La narrativa de The Last of Us ha desatado intensos debates sobre la decisión final de Joel de salvar a Ellie, sugiriendo dilemas morales y éticos complejos. Neil Druckmann, director del juego, ha confirmado en recientes entrevistas que la intención de los Luciérnagas era desarrollar una cura a partir del sacrificio de Ellie, aunque este concepto carece de un fundamento científico sólido y ha sido calificado por muchos como una decisión éticamente cuestionable.
Una decisión narrativo un poco cuestionable
La historia revela que Ellie es inmune al hongo cordyceps debido a que su madre fue mordida antes del parto, lo que implica que su baja exposición le permitió desarrollar una tolerancia. Este aspecto es clave para la discusión, ya que la premisa del sacrificio para una cura es vista, por algunos expertos, como un sinsentido desde el principio. La creación de una vacuna implica un prolongado proceso de investigación y ensayos clínicos, haciéndola poco viable en la narrativa del juego.

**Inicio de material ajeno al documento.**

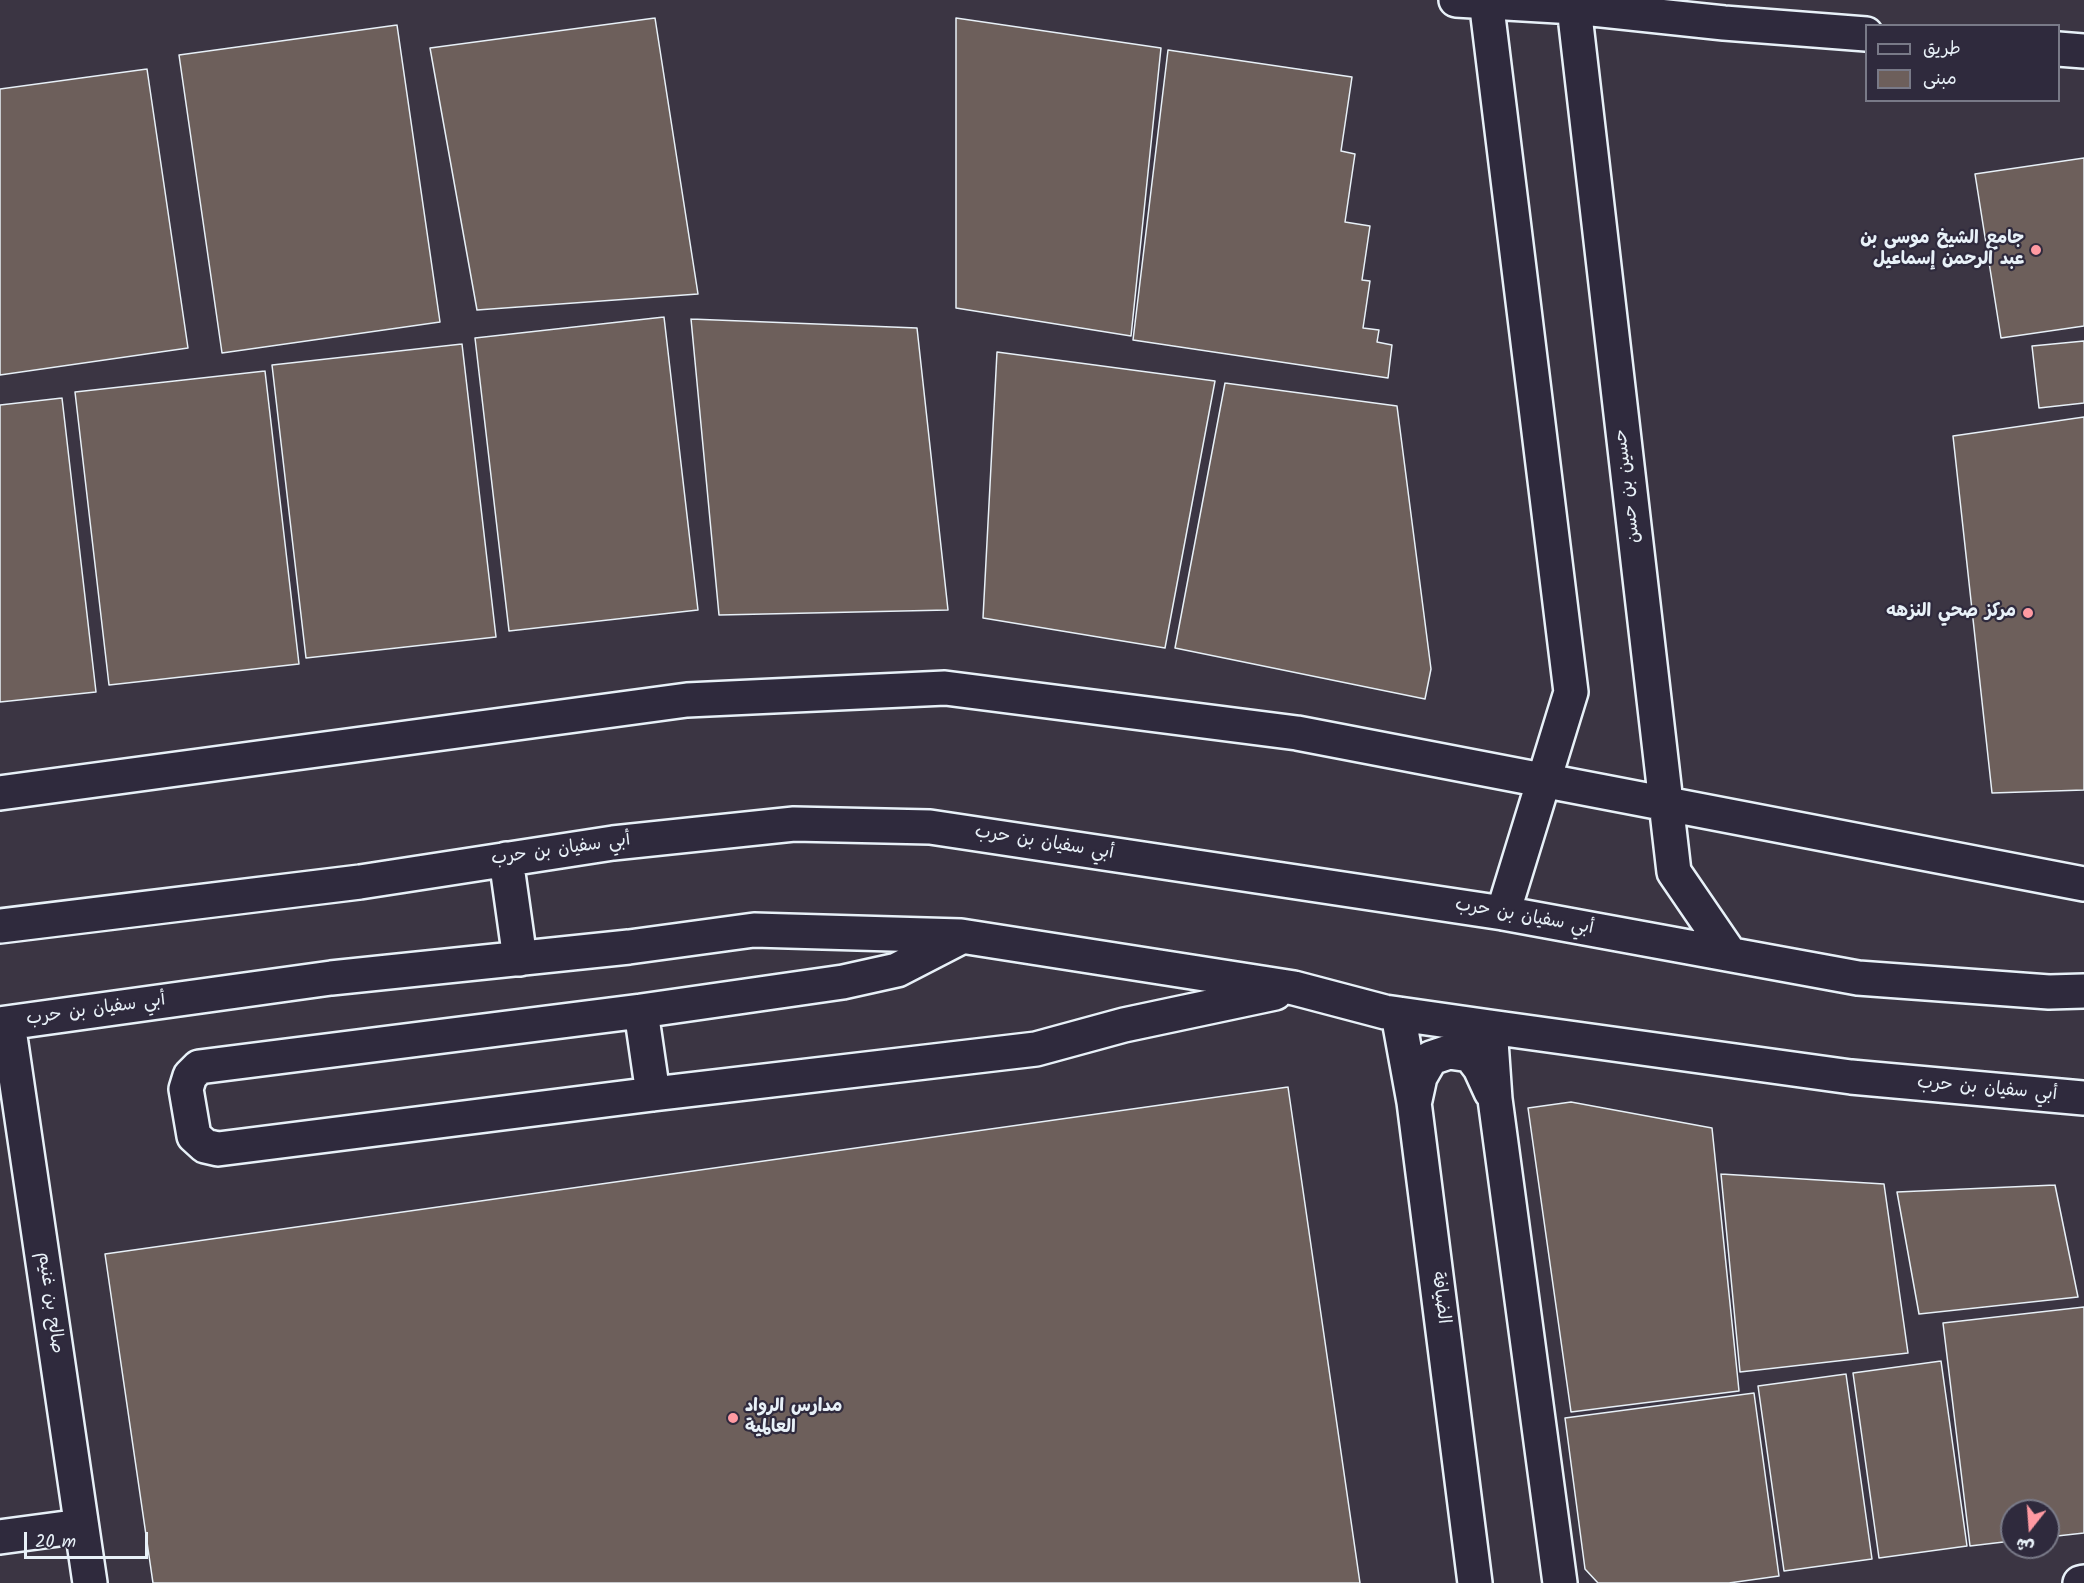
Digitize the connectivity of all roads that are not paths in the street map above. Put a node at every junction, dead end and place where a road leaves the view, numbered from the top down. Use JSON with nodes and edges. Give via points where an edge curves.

En este contexto, muchos consideran la decisión de Joel de salvar a Ellie como moralmente justificable. Su elección puede verse no solo como un acto heroico, sino también como una respuesta racional ante el dilema científico propuesto por los Luciérnagas. De acuerdo con estudios sobre el cordyceps, los infectados mantienen conciencia de su estado, lo que añade un matiz dramático a la trama.
Druckmann reconoce que la ciencia en la narrativa es “un poco endeble”, pero enfatiza que su objetivo era explorar las fronteras éticas a través de las acciones de Joel. Sin embargo, los protocolos científicos reales para abordar una enfermedad así demandarían protección y estudio de un individuo inmune como Ellie, en lugar de su sacrificio, resaltando que, desde una perspectiva científica, Joel hizo lo correcto al salvaguardar la vida de la única persona capaz de ofrecer una posible solución a la humanidad.